Airbags that can stand the test of time

Today, the average age of a car in America is roughly 11.4 years. Regular maintenance will help you keep your car running but can your airbags stand the test of time?

Some automakers recommend that older models have their airbags inspected a decade after the manufacture date.

In the early days of airbags it was recommended you get your airbags inspected after 10 years.

Some automakers even suggested they be replaced after 15. But advances in technology have enabled airbags to last as long as your vehicle is on the road.

Rick Hendrick Jeep, Chrysler, Dodge, Ram and Fiat Fix Operations Director Gary Hammond says, "A consumer shouldn't have to worry about the airbag unless they were in an accident and it deployed."

In 1992, the Insurance Institute for Highway Safety drove a 20 year old Chevy Impala, with over 100,000 miles, into a wall. Both the driver's airbag and passenger airbag successfully deployed.

"I've been with Chrysler for going on 22 years, in the parts and service end of the business, and we have never been told by our manufacture there's an expiration date on an airbag," says Hammond.

Engineers say the actual airbag will hold up but it's more likely that the electrical wires that control it may corrode over time.

"It could be a sensor. It could be a fault code with the wiring and again not normally having to change the airbag," says Hammond.

Airbags cannot be reused. They can only be used once. If yours inflates, you should get it replaced by an authorized repair center with new airbags and parts directly from the manufacturer.

Hammond says, "Those you cannot throw away. You can't sell them.
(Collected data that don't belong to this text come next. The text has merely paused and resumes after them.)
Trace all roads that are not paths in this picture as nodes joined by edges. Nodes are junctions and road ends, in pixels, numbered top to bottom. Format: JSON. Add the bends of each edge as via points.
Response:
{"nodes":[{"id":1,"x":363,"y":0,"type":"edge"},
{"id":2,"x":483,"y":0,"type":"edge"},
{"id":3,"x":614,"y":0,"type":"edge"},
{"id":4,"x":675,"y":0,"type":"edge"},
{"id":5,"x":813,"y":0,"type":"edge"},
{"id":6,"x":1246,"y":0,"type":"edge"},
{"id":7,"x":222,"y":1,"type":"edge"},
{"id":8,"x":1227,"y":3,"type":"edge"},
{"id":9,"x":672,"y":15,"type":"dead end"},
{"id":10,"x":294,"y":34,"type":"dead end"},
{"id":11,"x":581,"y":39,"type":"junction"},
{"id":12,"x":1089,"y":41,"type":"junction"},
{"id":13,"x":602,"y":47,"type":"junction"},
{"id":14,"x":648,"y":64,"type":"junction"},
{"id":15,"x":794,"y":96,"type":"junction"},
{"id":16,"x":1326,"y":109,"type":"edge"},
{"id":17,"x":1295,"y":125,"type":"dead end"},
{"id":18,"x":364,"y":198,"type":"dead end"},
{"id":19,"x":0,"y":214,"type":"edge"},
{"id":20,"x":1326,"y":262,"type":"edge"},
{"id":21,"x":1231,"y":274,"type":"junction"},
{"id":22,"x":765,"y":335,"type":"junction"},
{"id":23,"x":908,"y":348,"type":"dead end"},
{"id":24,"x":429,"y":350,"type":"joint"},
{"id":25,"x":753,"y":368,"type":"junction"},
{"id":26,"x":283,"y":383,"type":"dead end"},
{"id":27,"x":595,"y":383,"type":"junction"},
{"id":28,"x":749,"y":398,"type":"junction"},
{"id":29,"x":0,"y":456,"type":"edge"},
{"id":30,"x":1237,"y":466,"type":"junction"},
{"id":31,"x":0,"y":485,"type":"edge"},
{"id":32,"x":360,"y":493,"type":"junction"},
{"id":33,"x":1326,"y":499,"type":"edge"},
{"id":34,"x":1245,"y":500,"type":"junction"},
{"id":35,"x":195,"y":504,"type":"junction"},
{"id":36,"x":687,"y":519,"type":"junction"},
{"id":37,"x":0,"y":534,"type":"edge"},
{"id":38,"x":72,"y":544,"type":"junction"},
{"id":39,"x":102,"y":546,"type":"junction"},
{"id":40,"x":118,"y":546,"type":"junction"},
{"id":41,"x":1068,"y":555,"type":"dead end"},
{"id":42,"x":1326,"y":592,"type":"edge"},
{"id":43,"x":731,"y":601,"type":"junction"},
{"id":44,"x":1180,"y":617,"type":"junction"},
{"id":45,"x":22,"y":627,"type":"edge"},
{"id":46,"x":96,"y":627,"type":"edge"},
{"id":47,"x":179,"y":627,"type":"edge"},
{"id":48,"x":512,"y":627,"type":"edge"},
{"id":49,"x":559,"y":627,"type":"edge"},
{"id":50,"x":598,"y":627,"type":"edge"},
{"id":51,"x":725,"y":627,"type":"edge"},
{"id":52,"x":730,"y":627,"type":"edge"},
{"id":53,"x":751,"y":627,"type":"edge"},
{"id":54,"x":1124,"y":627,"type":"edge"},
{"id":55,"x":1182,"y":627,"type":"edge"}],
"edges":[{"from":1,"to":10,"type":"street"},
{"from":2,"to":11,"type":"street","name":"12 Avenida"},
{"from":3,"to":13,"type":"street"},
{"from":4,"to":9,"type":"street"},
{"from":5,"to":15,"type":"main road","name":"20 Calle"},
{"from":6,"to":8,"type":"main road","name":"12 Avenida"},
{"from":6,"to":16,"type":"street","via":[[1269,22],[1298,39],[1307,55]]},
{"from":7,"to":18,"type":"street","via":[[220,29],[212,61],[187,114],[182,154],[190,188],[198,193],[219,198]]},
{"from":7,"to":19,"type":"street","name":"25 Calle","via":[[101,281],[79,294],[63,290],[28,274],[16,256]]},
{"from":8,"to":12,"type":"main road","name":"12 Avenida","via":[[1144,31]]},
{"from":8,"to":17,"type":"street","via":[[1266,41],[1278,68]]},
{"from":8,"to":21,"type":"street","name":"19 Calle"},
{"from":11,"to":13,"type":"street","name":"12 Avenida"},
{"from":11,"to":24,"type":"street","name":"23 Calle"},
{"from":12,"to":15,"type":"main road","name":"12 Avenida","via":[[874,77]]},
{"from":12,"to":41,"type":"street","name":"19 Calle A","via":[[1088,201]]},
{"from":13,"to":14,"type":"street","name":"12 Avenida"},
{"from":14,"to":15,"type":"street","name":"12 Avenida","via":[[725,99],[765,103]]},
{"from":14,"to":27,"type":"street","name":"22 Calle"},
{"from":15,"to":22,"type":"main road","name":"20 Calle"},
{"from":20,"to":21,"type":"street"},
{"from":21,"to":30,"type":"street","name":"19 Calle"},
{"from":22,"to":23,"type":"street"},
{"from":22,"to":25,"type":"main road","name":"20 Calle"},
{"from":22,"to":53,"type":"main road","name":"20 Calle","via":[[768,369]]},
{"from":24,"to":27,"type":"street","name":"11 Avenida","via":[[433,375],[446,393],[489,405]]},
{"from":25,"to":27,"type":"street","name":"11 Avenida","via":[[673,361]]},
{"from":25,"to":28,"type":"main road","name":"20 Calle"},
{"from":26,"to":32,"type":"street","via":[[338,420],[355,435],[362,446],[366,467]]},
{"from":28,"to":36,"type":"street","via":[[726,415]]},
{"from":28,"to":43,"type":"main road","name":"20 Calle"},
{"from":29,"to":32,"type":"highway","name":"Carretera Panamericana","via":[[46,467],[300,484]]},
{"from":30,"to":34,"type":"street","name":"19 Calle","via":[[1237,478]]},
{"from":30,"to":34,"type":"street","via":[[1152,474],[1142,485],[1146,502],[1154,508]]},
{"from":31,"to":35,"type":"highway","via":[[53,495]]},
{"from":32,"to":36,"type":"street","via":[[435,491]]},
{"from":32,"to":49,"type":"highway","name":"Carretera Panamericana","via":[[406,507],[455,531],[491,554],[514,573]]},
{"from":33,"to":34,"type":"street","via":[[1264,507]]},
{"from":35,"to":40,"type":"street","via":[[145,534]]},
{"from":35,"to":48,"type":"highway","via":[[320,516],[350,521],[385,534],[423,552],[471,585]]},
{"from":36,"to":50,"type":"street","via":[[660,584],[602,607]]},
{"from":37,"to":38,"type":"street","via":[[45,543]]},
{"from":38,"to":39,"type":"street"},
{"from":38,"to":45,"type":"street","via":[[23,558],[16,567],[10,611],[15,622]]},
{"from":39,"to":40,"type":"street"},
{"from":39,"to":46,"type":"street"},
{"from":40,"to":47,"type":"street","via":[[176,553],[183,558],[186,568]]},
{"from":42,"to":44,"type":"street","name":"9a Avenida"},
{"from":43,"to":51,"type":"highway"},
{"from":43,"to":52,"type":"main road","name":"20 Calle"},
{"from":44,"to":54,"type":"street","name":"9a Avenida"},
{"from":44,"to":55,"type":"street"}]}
They have to be either deployed and disposed of properly or sent back to the manufacturer."

Edmunds.com recommends if you drive a car from the late 1980s to mid-1990s make sure to check the owner's manual to see if the manufacture calls for an airbag replacement or inspection.

If you're concerned about the condition of your airbags, visit http://www.safercar.gov/vehicle+shoppers/air+bags/air+bag+-+vin+number, a government run web site that allows you to check on your vehicle's airbags by using the vehicle's identification number.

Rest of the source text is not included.